§ **PROBLEM DETAILS**
Exactly as they appear, output all of the records. Skip any images.

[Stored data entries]
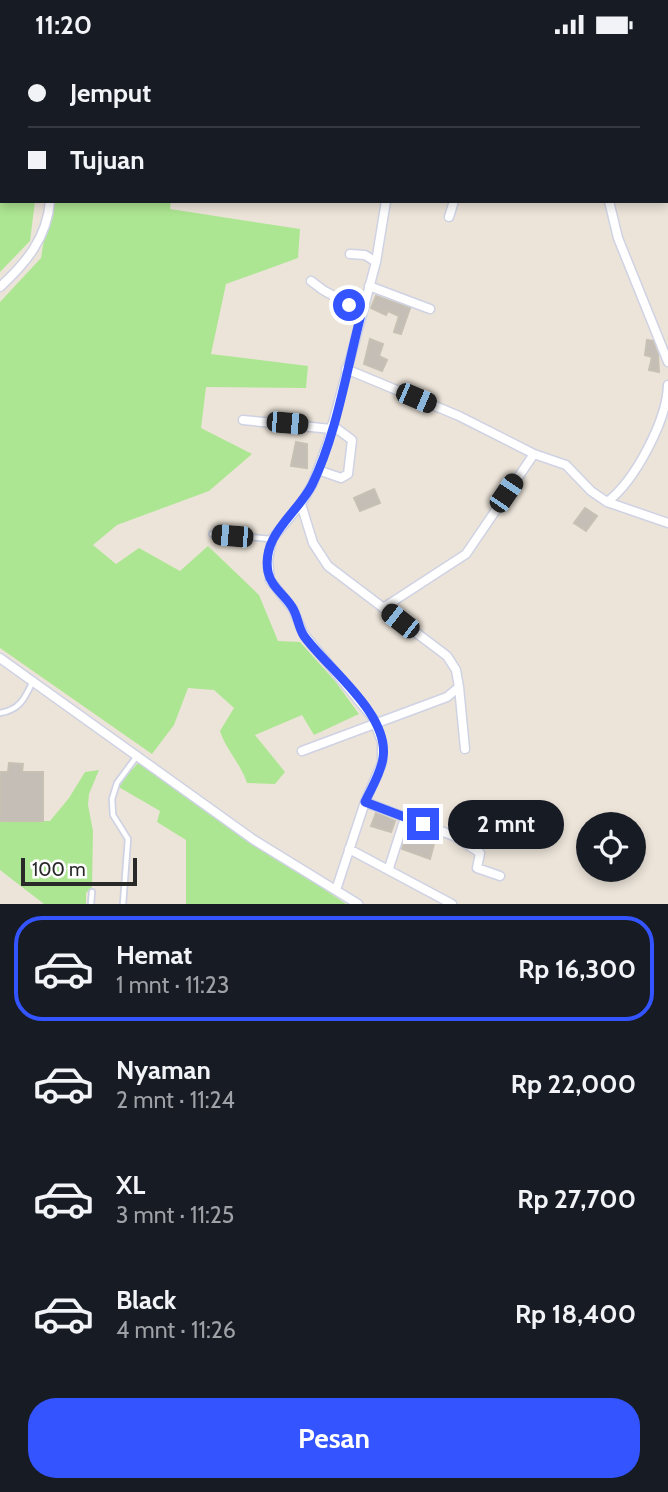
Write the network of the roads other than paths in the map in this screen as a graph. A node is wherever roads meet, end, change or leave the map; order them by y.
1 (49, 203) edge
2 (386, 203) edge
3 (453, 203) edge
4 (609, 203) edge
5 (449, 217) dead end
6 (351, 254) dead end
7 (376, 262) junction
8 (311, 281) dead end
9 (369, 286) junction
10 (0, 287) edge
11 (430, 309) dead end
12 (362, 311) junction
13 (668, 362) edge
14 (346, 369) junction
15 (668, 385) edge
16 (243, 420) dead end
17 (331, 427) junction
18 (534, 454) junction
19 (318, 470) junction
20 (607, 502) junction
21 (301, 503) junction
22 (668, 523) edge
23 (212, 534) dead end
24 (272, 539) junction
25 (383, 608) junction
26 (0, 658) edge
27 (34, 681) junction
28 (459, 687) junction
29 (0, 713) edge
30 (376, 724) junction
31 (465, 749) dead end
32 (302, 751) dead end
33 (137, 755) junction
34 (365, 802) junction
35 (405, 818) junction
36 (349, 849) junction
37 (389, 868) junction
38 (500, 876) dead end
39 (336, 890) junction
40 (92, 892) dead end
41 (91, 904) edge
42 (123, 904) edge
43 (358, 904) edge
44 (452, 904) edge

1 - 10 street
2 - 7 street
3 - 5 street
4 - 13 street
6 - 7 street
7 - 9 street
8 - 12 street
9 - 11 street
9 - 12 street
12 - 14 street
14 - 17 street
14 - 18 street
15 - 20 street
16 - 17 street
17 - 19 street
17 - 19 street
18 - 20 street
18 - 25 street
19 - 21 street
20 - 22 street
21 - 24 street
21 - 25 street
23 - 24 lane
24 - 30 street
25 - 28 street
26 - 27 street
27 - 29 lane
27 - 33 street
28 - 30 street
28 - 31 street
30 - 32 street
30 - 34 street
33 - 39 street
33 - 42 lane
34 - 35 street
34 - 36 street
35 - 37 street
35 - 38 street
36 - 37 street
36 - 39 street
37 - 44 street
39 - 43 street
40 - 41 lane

§ **SOLUTION TO THIS EXERCISE**
Write the network of the roads other than paths in the map in this screen as a graph. A node is wherever roads meet, end, change or leave the map; order them by y.
1 (49, 203) edge
2 (386, 203) edge
3 (453, 203) edge
4 (609, 203) edge
5 (449, 217) dead end
6 (351, 254) dead end
7 (376, 262) junction
8 (311, 281) dead end
9 (369, 286) junction
10 (0, 287) edge
11 (430, 309) dead end
12 (362, 311) junction
13 (668, 362) edge
14 (346, 369) junction
15 (668, 385) edge
16 (243, 420) dead end
17 (331, 427) junction
18 (534, 454) junction
19 (318, 470) junction
20 (607, 502) junction
21 (301, 503) junction
22 (668, 523) edge
23 (212, 534) dead end
24 (272, 539) junction
25 (383, 608) junction
26 (0, 658) edge
27 (34, 681) junction
28 (459, 687) junction
29 (0, 713) edge
30 (376, 724) junction
31 (465, 749) dead end
32 (302, 751) dead end
33 (137, 755) junction
34 (365, 802) junction
35 (405, 818) junction
36 (349, 849) junction
37 (389, 868) junction
38 (500, 876) dead end
39 (336, 890) junction
40 (92, 892) dead end
41 (91, 904) edge
42 (123, 904) edge
43 (358, 904) edge
44 (452, 904) edge

1 - 10 street
2 - 7 street
3 - 5 street
4 - 13 street
6 - 7 street
7 - 9 street
8 - 12 street
9 - 11 street
9 - 12 street
12 - 14 street
14 - 17 street
14 - 18 street
15 - 20 street
16 - 17 street
17 - 19 street
17 - 19 street
18 - 20 street
18 - 25 street
19 - 21 street
20 - 22 street
21 - 24 street
21 - 25 street
23 - 24 lane
24 - 30 street
25 - 28 street
26 - 27 street
27 - 29 lane
27 - 33 street
28 - 30 street
28 - 31 street
30 - 32 street
30 - 34 street
33 - 39 street
33 - 42 lane
34 - 35 street
34 - 36 street
35 - 37 street
35 - 38 street
36 - 37 street
36 - 39 street
37 - 44 street
39 - 43 street
40 - 41 lane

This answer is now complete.